If you are planning on posting your resume on the internet or applying to large corporate sites, it’s important to include keywords in your resume. It will be tough to be found if your resume doesn’t appear in the search results. This is even more of a problem if the company uses database software to conduct the first screen of the resume.
It’s easy to put keywords into your resume. They should naturally occur within the text. To ensure you appear in every search that matches your background, you may want to include a keyword summary section.
Here’s what I saw on a resume today. The resume started with an executive summary, then had a keyword summary and then the work experience. The job seeker was from a non-technical executive position. The keywords listed included things like training management, organizational development and project management.

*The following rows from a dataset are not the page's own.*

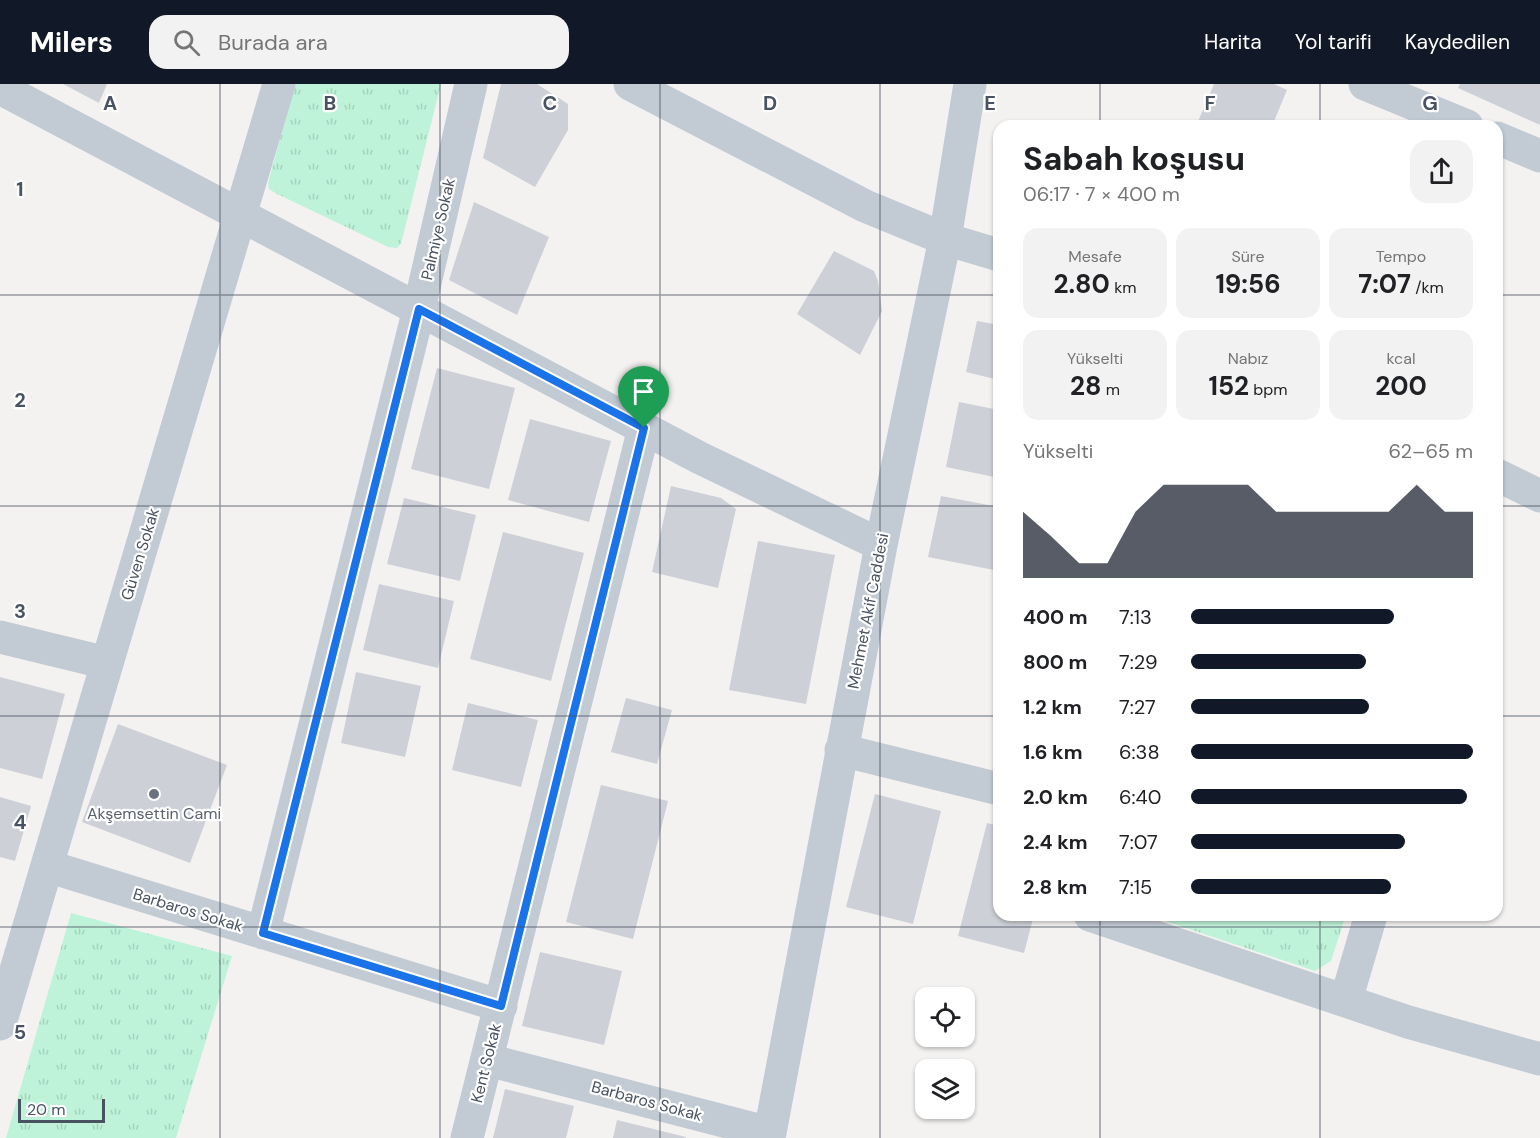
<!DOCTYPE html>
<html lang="tr">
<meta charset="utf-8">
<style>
:root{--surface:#fff;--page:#f2f2f2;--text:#202124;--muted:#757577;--accent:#111827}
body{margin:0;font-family:"DM Sans",sans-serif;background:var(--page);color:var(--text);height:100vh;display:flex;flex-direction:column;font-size:22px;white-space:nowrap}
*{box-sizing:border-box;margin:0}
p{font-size:20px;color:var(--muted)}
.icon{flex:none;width:33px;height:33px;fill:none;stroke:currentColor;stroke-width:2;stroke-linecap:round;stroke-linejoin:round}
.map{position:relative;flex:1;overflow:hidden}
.drawer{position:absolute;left:993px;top:36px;width:510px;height:801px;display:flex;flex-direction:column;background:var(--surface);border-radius:18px;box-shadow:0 2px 4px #0004}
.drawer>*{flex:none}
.controls{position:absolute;left:915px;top:903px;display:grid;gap:12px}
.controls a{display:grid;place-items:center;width:60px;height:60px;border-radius:12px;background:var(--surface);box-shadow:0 2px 4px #0004;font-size:30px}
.scale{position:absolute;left:18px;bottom:15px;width:87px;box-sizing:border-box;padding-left:6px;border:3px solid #485261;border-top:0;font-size:16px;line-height:21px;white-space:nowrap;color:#485261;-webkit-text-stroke:4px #fff;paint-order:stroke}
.pin{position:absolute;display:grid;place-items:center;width:51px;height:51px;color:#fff;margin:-62px -26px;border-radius:50% 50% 50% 0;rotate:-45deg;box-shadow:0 0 6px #0007}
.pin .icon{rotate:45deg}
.round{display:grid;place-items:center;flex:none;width:63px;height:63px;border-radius:18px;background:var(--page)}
.summary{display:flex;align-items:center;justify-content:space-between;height:102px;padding:0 30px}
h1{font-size:33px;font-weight:700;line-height:45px}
.stats{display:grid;grid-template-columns:repeat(3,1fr);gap:9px;height:102px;padding:6px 30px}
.stats div{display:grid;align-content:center;border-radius:15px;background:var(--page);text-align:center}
.stats b{font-size:26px;font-weight:700}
.stats small{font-size:16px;font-weight:400}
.stats p{font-size:16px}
.chart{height:168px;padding:12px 30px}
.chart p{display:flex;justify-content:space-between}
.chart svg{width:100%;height:108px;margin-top:6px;fill:var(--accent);opacity:.7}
ul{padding:0 30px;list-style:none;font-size:20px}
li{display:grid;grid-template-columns:96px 72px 1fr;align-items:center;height:45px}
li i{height:15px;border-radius:8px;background:var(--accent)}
header{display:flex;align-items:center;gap:36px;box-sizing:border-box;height:84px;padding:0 30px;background:var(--accent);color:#fff}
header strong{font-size:28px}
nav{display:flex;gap:33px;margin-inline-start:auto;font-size:21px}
.search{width:420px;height:54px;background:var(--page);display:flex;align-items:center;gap:15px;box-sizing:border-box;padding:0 21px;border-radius:18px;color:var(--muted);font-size:22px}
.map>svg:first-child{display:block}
</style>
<header>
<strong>Milers</strong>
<div class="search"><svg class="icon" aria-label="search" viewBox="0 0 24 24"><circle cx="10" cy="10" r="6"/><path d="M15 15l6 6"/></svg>Burada ara</div>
<nav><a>Harita</a><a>Yol tarifi</a><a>Kaydedilen</a></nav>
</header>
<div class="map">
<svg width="1540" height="1054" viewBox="0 0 1540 1054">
<defs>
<pattern id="grass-tufts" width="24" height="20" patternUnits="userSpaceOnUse" patternTransform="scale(1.5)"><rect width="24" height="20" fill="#bef3d9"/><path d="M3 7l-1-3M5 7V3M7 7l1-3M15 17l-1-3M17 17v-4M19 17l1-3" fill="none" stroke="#a5d2bd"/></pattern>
</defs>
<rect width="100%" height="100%" fill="#f4f2f1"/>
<path fill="url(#grass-tufts)" d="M295,0H441L403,152L401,159L397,164L388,163L275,109L269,105L268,99Z
M71,829L232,872L176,1054H6Z
M1147,831H1346L1331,877L1315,887Z"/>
<path fill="#cdd0d7" d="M63,0H107L99,19Z
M501,0H537L568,20V46L535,103L483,74Z
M1214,0H1274L1287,6L1272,42H1196Z
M1460,0H1540V41L1458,4Z
M474,118L549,153L517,231L449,196Z
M834,167L874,187L878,197L882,227L860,271L797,230Z
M977,237L999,241V296L966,288Z
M437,284L515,304L489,405L411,385Z
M959,318L999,326V394L946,383Z
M530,335L611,357L589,438L508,416Z
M671,402L721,414L736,425L718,504L652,488Z
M941,412L999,423V487L928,473Z
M404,414L476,431L460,497L387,480Z
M503,448L584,469L551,597L470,575Z
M758,457L835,471L806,620L729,606Z
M379,500L454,517L438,584L363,566Z
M356,588L421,602L405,673L341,659Z
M0,593L65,610L42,695L0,684Z
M626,614L672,626L657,680L611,668Z
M468,619L538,636L521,703L452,686Z
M118,640L227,681L190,779L82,738Z
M601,701L668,717L633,855L566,838Z
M875,710L941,727L913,840L846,823Z
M0,713L31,722L15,777L0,773Z
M987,739L999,742V831H1034L1024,869L958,852Z
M540,868L622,887L604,961L522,942Z
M505,1005L574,1022L566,1054H493Z
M617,1036L686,1053V1054H613Z"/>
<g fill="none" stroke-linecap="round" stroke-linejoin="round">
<path stroke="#c2cad4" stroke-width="33" d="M630,0L865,122L945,155L999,171
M1365,0L1467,42
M0,4L700,374L881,461
M1497,54L1540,72
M1497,391L1540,412
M0,553L107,579
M841,666L999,705
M47,782L501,922
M1090,831L1408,938L1540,975
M263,849L419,225L471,0
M1346,916L1371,831
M0,940L279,0
M488,976L770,1049
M467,1054L644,344
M769,1054L881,461L945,155L970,0"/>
</g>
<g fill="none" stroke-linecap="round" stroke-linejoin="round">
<defs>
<path id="route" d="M419,225L644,344L501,922L263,849Z"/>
</defs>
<use href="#route" stroke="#fff" stroke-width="12"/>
<use href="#route" stroke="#1a73e8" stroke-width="8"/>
</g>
<path fill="none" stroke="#485261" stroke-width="1.5" stroke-opacity="0.55" d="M220,0V1054M440,0V1054M660,0V1054M880,0V1054M1100,0V42M1320,0V42M0,211H999M1497,211H1540M0,422H999M1497,422H1540M0,632H999M1497,632H1540M1100,831V1054M1320,831V1054M0,843H1540"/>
<circle fill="#6b7280" stroke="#fff" stroke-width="2" cx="154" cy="710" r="6"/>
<g text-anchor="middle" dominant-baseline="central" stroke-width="4.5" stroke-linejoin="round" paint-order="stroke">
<g font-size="16" fill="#485261" stroke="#fff">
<text transform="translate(438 145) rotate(-77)">Palmiye Sokak</text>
<text transform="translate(140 470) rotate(-73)">Güven Sokak</text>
<text transform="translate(868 527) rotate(-79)">Mehmet Akif Caddesi</text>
<text transform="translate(188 826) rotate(17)">Barbaros Sokak</text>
<text transform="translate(486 979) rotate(-76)">Kent Sokak</text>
<text transform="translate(647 1017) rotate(15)">Barbaros Sokak</text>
</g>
<g font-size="16" fill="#5b616d" stroke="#fff">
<text x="154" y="729">Akşemsettin Cami</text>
</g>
</g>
<g font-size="20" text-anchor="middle" font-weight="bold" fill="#485261" stroke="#fff" stroke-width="4.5" stroke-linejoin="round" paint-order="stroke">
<text x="110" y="26">A</text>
<text x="330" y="26">B</text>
<text x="550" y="26">C</text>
<text x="770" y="26">D</text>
<text x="990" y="26">E</text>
<text x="1210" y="26">F</text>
<text x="1430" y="26">G</text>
<text x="20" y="112">1</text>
<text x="20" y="323">2</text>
<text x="20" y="534">3</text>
<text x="20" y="745">4</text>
<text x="20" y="955">5</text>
</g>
</svg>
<div class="controls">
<a><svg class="icon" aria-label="locate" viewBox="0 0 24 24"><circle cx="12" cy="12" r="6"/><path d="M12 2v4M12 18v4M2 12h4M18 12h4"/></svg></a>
<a><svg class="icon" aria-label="layers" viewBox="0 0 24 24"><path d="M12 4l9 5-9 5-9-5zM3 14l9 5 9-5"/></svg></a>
</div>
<div class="scale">20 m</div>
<div class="pin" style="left:644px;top:344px;background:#1e9e55"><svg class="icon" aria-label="arrive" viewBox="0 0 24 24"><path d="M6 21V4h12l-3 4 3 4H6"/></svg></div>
<section class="drawer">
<div class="summary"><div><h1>Sabah koşusu</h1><p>06:17 · 7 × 400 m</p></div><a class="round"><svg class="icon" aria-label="share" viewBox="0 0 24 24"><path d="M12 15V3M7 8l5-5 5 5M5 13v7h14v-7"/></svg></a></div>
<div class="stats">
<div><p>Mesafe</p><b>2.80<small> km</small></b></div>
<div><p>Süre</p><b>19:56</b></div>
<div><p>Tempo</p><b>7:07<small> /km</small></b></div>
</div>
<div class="stats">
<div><p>Yükselti</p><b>28<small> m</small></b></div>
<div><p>Nabız</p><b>152<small> bpm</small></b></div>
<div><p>kcal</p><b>200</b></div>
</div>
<div class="chart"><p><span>Yükselti</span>62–65 m</p>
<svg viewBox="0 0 160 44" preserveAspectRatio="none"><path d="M0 44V17L10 27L20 38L30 38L40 17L50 6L60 6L70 6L80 6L90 17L100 17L110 17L120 17L130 17L140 6L150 17L160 17V44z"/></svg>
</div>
<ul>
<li><b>400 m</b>7:13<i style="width:72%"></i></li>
<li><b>800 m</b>7:29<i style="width:62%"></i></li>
<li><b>1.2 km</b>7:27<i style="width:63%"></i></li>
<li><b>1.6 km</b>6:38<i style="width:100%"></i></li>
<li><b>2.0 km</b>6:40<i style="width:98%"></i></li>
<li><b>2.4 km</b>7:07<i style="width:76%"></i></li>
<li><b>2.8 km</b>7:15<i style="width:71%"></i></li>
</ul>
</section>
</div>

The order is the first place where the job seeker got it wrong. The keyword summary isn’t important enough to go at the top of the resume. Having the words "organizational development" at the top of a resume do nothing to differentiate the candidate.
The other big mistake was calling the section a keyword summary. The keyword summary is essentially a listing of skills. Call it a skills section and write it in a format that appeals to a human reader. The content will still help with search results and it won’t detract from the presentation.
What if you’re in a highly technical field? Then you may want to put your technical skills near the top of your resume. For technical roles, the technical skills can be the most important information on your resume. They are one of the primary selling points for you. For most job seekers though, the skills section is information that is important, but a much lower priority than the work experience and education.